··· Input records

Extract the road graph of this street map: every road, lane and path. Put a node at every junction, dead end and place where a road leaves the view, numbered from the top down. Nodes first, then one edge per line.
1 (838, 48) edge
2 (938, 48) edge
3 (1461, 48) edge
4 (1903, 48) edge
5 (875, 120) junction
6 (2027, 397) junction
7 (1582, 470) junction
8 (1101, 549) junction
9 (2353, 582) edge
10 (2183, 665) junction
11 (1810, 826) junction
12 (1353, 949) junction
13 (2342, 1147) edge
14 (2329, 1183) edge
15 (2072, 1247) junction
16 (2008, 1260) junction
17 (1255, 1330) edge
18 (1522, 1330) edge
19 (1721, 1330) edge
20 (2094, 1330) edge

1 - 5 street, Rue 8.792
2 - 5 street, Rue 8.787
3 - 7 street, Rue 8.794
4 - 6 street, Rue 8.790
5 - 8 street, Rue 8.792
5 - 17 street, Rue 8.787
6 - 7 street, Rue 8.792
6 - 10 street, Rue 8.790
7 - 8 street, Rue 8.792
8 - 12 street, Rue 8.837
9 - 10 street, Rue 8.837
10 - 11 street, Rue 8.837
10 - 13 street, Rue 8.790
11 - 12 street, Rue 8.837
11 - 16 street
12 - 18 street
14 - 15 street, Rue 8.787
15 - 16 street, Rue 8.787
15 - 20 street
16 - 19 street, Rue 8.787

······

| Assigned task |
A word-for-word copy of the material is required.

| Exercise response |
Extract the road graph of this street map: every road, lane and path. Put a node at every junction, dead end and place where a road leaves the view, numbered from the top down. Nodes first, then one edge per line.
1 (838, 48) edge
2 (938, 48) edge
3 (1461, 48) edge
4 (1903, 48) edge
5 (875, 120) junction
6 (2027, 397) junction
7 (1582, 470) junction
8 (1101, 549) junction
9 (2353, 582) edge
10 (2183, 665) junction
11 (1810, 826) junction
12 (1353, 949) junction
13 (2342, 1147) edge
14 (2329, 1183) edge
15 (2072, 1247) junction
16 (2008, 1260) junction
17 (1255, 1330) edge
18 (1522, 1330) edge
19 (1721, 1330) edge
20 (2094, 1330) edge

1 - 5 street, Rue 8.792
2 - 5 street, Rue 8.787
3 - 7 street, Rue 8.794
4 - 6 street, Rue 8.790
5 - 8 street, Rue 8.792
5 - 17 street, Rue 8.787
6 - 7 street, Rue 8.792
6 - 10 street, Rue 8.790
7 - 8 street, Rue 8.792
8 - 12 street, Rue 8.837
9 - 10 street, Rue 8.837
10 - 11 street, Rue 8.837
10 - 13 street, Rue 8.790
11 - 12 street, Rue 8.837
11 - 16 street
12 - 18 street
14 - 15 street, Rue 8.787
15 - 16 street, Rue 8.787
15 - 20 street
16 - 19 street, Rue 8.787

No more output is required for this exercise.